Task to carry out –
Write out each line of the records that has "Borsellino" in it.

*** Records ***

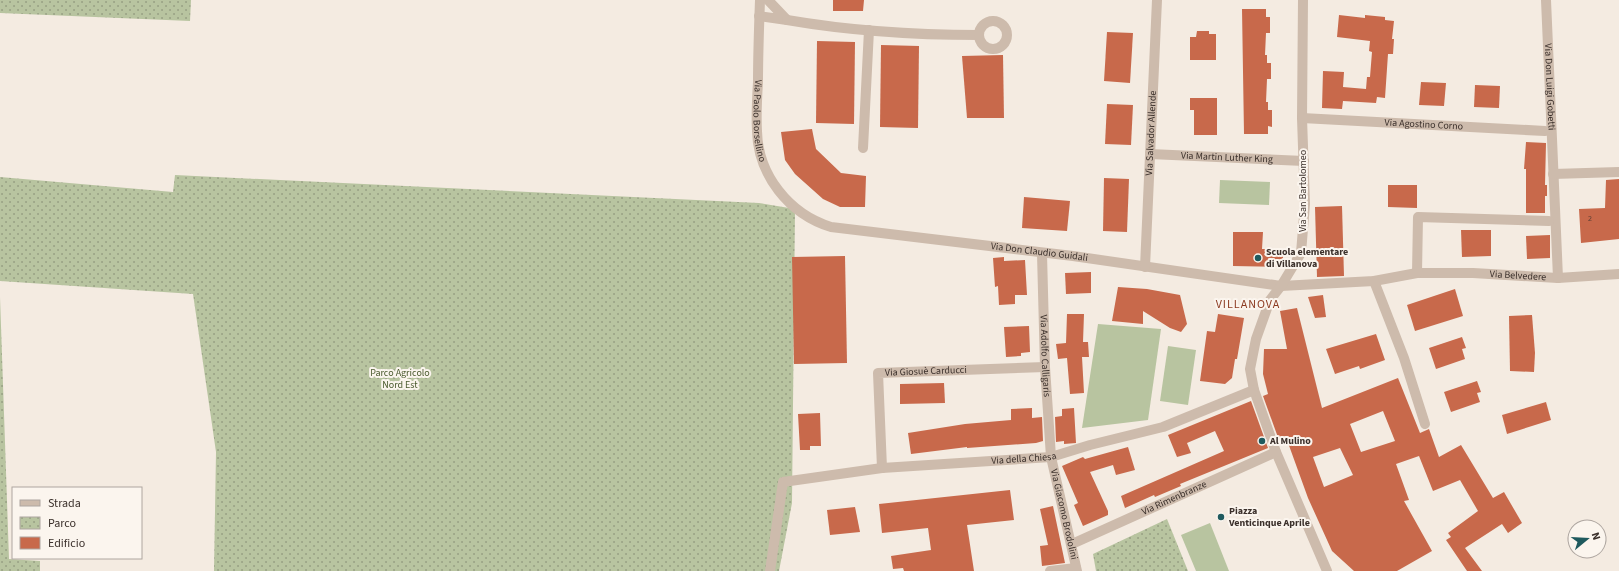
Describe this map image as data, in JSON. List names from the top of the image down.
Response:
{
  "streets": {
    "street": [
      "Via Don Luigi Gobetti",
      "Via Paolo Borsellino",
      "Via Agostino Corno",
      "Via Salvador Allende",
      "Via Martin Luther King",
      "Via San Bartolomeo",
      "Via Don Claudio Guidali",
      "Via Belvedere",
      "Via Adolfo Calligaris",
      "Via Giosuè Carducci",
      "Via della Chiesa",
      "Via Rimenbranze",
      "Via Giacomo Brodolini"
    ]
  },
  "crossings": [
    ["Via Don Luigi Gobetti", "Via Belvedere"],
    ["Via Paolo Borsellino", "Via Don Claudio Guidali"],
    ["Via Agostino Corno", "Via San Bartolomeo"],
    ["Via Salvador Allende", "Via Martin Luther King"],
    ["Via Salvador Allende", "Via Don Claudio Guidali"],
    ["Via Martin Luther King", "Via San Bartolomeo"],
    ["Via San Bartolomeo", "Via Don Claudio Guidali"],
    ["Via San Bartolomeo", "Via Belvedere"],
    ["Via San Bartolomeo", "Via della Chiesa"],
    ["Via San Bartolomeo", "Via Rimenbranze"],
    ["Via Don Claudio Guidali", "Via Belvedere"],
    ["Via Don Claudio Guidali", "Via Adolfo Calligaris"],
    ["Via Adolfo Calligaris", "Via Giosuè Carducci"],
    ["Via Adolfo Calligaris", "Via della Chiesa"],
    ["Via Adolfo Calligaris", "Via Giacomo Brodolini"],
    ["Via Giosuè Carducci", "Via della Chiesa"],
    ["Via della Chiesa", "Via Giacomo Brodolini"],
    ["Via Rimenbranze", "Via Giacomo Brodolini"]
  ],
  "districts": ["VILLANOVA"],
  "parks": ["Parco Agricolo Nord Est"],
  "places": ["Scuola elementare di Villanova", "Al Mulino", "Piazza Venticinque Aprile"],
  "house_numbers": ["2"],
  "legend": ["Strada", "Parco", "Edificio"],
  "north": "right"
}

***

Exercise result –
      "Via Paolo Borsellino",
    ["Via Paolo Borsellino", "Via Don Claudio Guidali"],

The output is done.